Ive gone over the SLOG benchmarks, but thats just benchmarking the SLOG, not actual performance of the filesystem.

So, my first question is about SLOG and ARC. Lets say I build the following:

Intel X5670 (or something of that nature)
128GB RAM (overkill?)
8 4TB 2.5" spinny-disks (mirror)
1 spare
Optane 900p SLOG
9210-8i
10Gb Ethernet

Can I actually expect VM write performance reflect that of the SLOG, despite using spinny-disks?
With all that RAM, the ARC should provide great read speeds, or should I get an L2ARC device?

Secondly, its about the 60% rule and iSCSI block storage.

Code:

NAME		   SIZE  ALLOC   FREE  EXPANDSZ   FRAG	CAP 
san1vol1	  7.25T  2.69T  4.56T		 -			14%	37%

However, I have a zvol for an iSCSI datastore at 5.8TB. ESXi shows it's full, which is how I understand block storage works, but since my zpool capacity is way down there at 37%, I should have been able to create the zvol at the full size of the zpool, right?

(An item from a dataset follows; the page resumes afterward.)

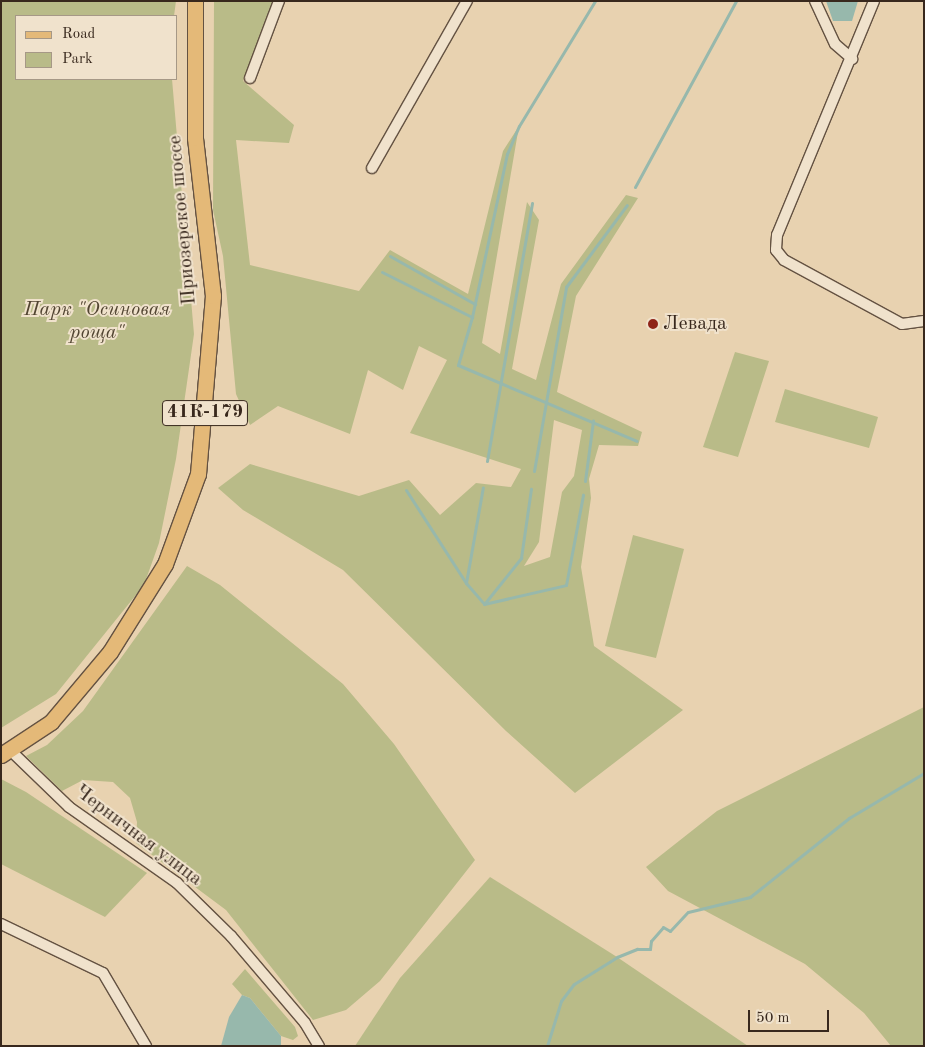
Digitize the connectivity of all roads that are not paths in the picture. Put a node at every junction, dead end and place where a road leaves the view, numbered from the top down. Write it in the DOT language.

You have all been an especially great resource to my ventures down Storage Lane.

Thanks!

jgreco · Nov 7, 2018

RAIDZ is almost never a good option for block based storage.

https://forums.freenas.org/index.ph...d-why-we-use-mirrors-for-block-storage.44068/

VM write performance depends on the pool, SLOG, and pool occupancy rates. ZFS is a copy-on-write filesystem, and as space fills, new writes are allocated to the small bits of space freed up by previous writes. This means lots of seeking.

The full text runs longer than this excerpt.